# M.Lion Mail : où sont le dossier "Mail" et les préférences ?



## sunnlight (8 Août 2012)

Bonsoir

Je serais curieux de savoir ou se trouve le dossier mail ou alors le fichier plist sous mountain Lion.

Merci et bonne nuit


----------



## lepetitpiero (8 Août 2012)

au même endroit que sous SL MAIS depuis Lion la bibliothèque utilisteur est cachée . Pour y accéder:  Barre de menu en appuyant sur ALT là la bibliothèque s'affiche dans le menu déroulant.


----------



## sunnlight (9 Août 2012)

Merci oui en fait j'ai bien trouvé le dossier mail dans bibliothèque par contre dans les préférences je ne trouve rien.
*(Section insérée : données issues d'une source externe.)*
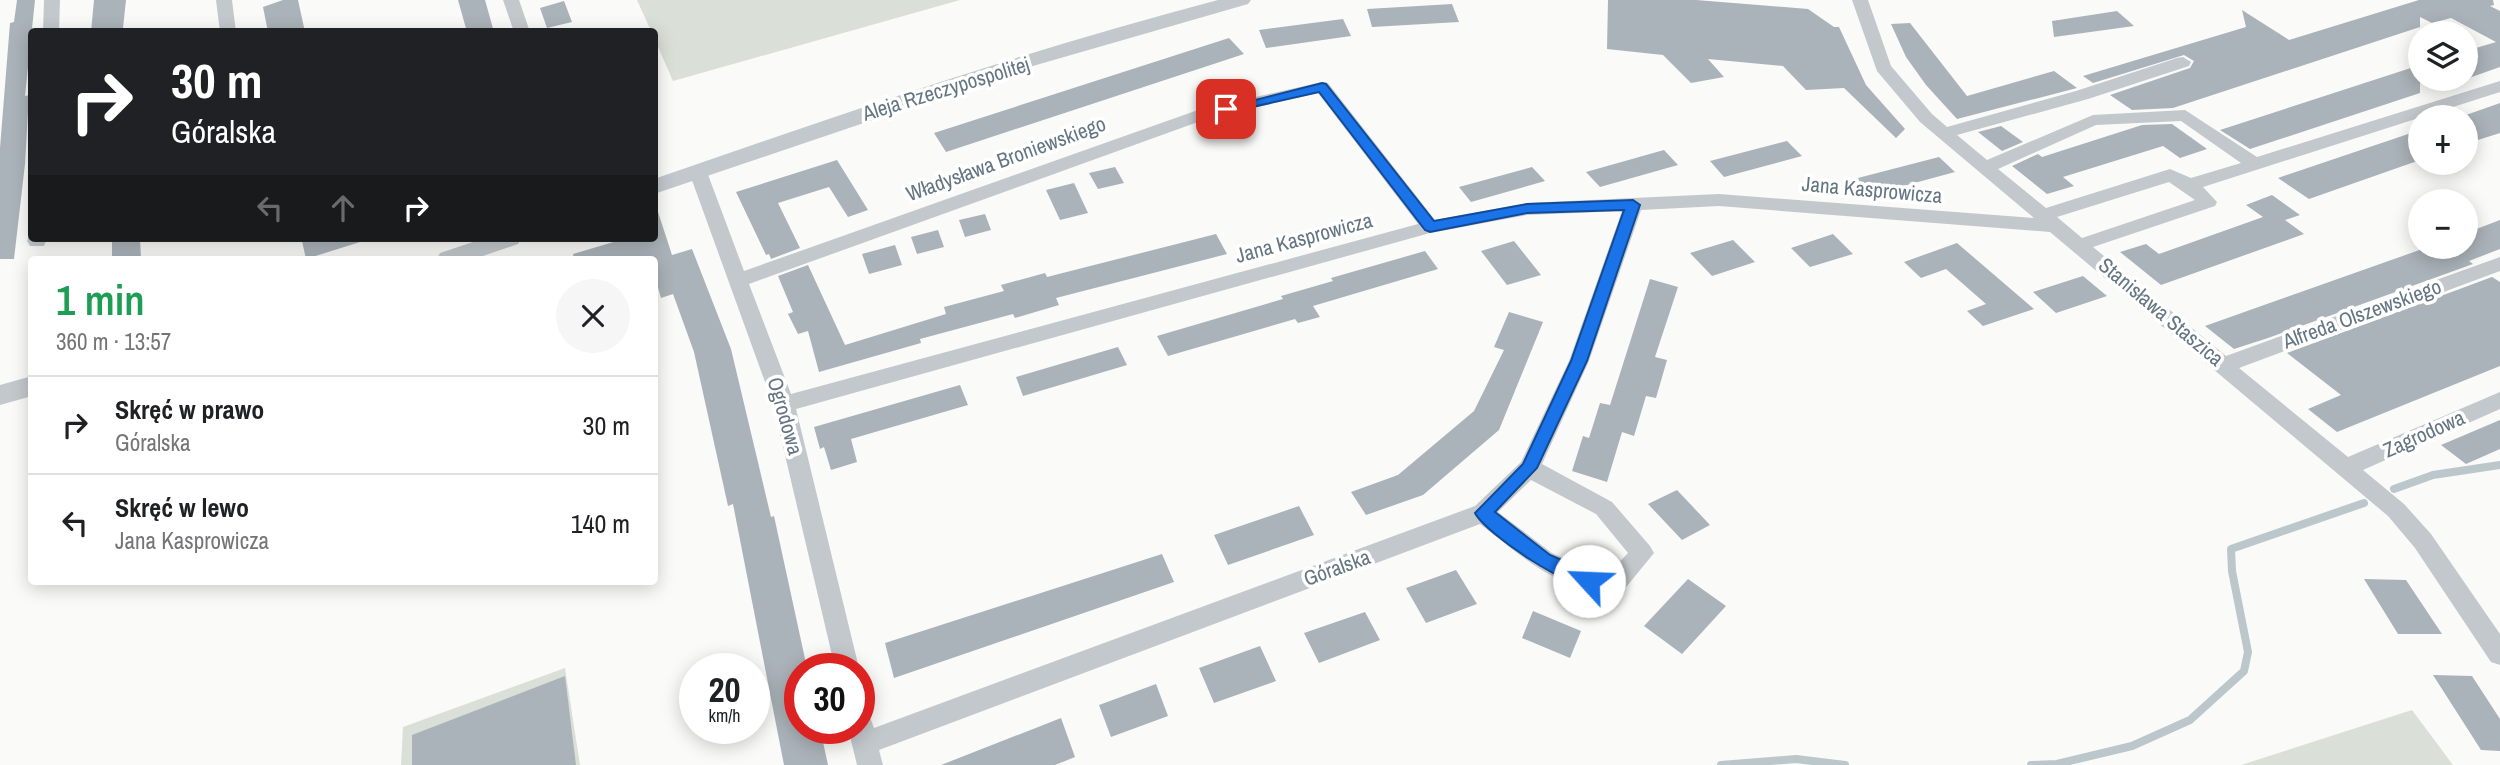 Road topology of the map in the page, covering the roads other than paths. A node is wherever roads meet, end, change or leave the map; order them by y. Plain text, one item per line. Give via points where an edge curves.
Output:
1 (52, 0) edge
2 (224, 0) edge
3 (511, 0) edge
4 (1241, 0) edge
5 (1860, 0) edge
6 (51, 28) edge
7 (228, 28) edge
8 (521, 28) edge
9 (2183, 62) dead end
10 (2500, 86) edge
11 (1945, 133) junction
12 (2253, 163) junction
13 (1986, 167) junction
14 (698, 172) junction
15 (2190, 185) junction
16 (658, 186) edge
17 (1633, 205) junction
18 (2051, 221) junction
19 (1430, 227) junction
20 (498, 242) edge
21 (2080, 245) junction
22 (458, 256) edge
23 (2500, 264) edge
24 (739, 280) junction
25 (2224, 365) junction
26 (28, 387) edge
27 (0, 396) edge
28 (2500, 400) edge
29 (784, 404) junction
30 (2347, 467) junction
31 (1529, 468) junction
32 (1483, 513) junction
33 (2488, 620) edge
34 (843, 653) edge
35 (2500, 654) edge
36 (875, 739) edge

1 - 6 street
2 - 7 street
3 - 8 street
4 - 14 street, Aleja Rzeczypospolitej via 843,121
5 - 11 street, Stanisława Staszica via 1883,67 1926,118
9 - 11 street
10 - 12 street
11 - 13 street, Stanisława Staszica
12 - 13 street via 2185,115 2093,120
12 - 15 street
13 - 18 street, Stanisława Staszica
14 - 16 street, Aleja Rzeczypospolitej
14 - 24 street, Ogrodowa
15 - 18 street via 2170,175
15 - 21 street via 2208,202
17 - 18 street, Jana Kasprowicza via 1719,200
17 - 19 street, Jana Kasprowicza via 1527,209
17 - 31 street, Góralska via 1579,361
18 - 21 street, Stanisława Staszica
19 - 24 street, Władysława Broniewskiego via 1322,87 1204,114
19 - 29 street, Jana Kasprowicza
20 - 22 street
21 - 25 street, Stanisława Staszica
23 - 25 street, Alfreda Olszewskiego
24 - 29 street, Ogrodowa
25 - 30 street, Stanisława Staszica
26 - 27 street
28 - 30 street, Zagrodowa
29 - 34 street, Ogrodowa
30 - 33 street, Stanisława Staszica via 2396,510
31 - 32 street, Góralska
31 - 32 street via 1604,509 1642,553 1619,579 1589,581 1544,560
32 - 36 street, Góralska
33 - 35 street, Stanisława Staszica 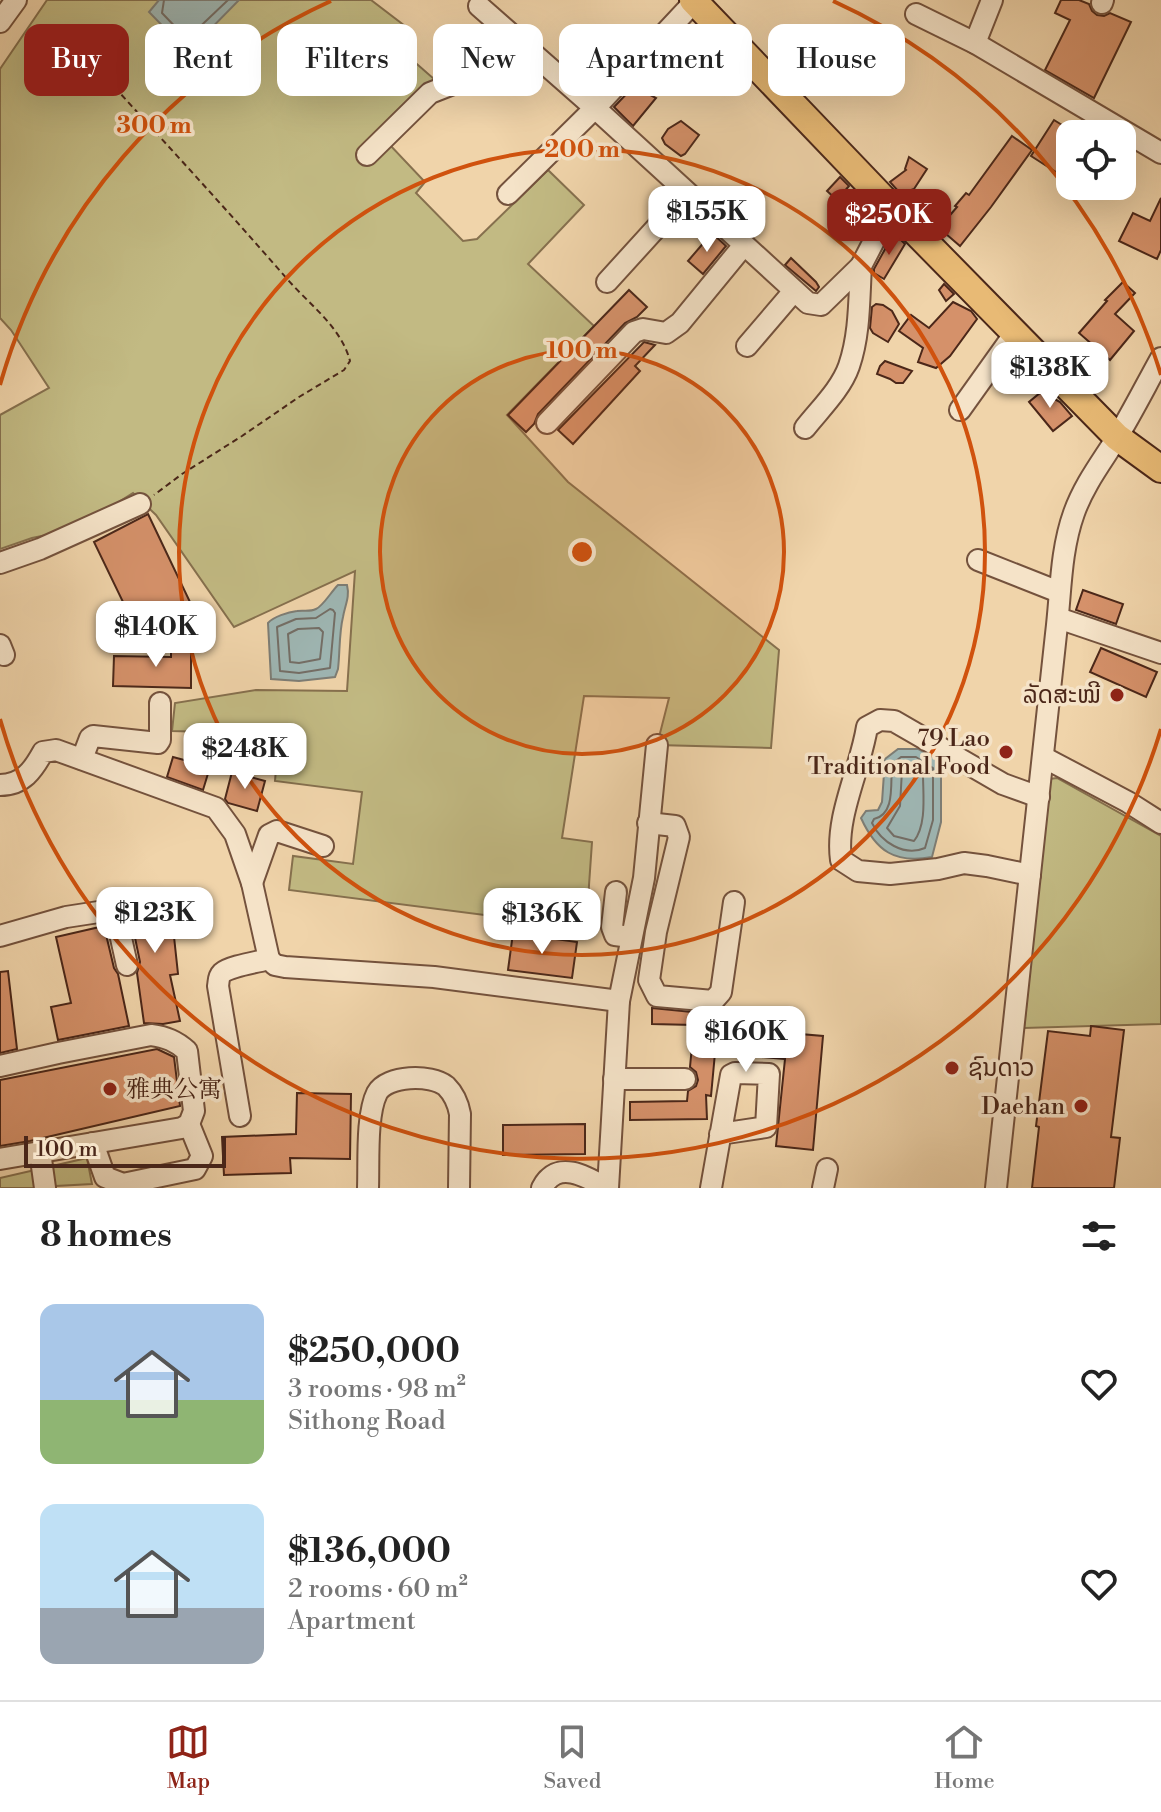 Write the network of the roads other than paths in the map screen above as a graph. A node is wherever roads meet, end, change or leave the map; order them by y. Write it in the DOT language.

Mais bon ce n'est pas très important


----------



## 4759 (30 Août 2012)

lepetitpiero a dit:


> au même endroit que sous SL MAIS depuis Lion la bibliothèque utilisteur est cachée . Pour y accéder:  Barre de menu en appuyant sur ALT là la bibliothèque s'affiche dans le menu déroulant.


Pas réussi : disque dur puis bibliotheque puis dossier mail  vide = 8ko
Ya qqchose que j'ai pas compris ?
Merci


----------



## Anonyme (30 Août 2012)

Le chemin n'est pas  : Disque dur / Bibliothèque.

C'est  : Disque dur / Utilisateurs / Ta session / Bibliothèque / Mail

Pour révéler la bibliothèque sous Lion ou ML : cliquer sur "Aller" dans le menu du Finder, puis presser la touche Alt.


----------



## 4759 (30 Août 2012)

lepetitpiero a dit:


> au même endroit que sous SL MAIS depuis Lion la bibliothèque utilisteur est cachée . Pour y accéder:  Barre de menu en appuyant sur ALT là la bibliothèque s'affiche dans le menu déroulant.


Tes indications très précises : Pour révéler la bibliothèque sous Lion ou ML : cliquer sur "Aller" dans le menu du Finder, puis presser la touche Alt. 	sont très précieuses ! 
Effectivement Bibliothèque apparait dans le menu déroulant Aller lorsque appui sur ALT .
Merci bcp, car je n'avais trouvé nul part ailleurs ce procédé.


----------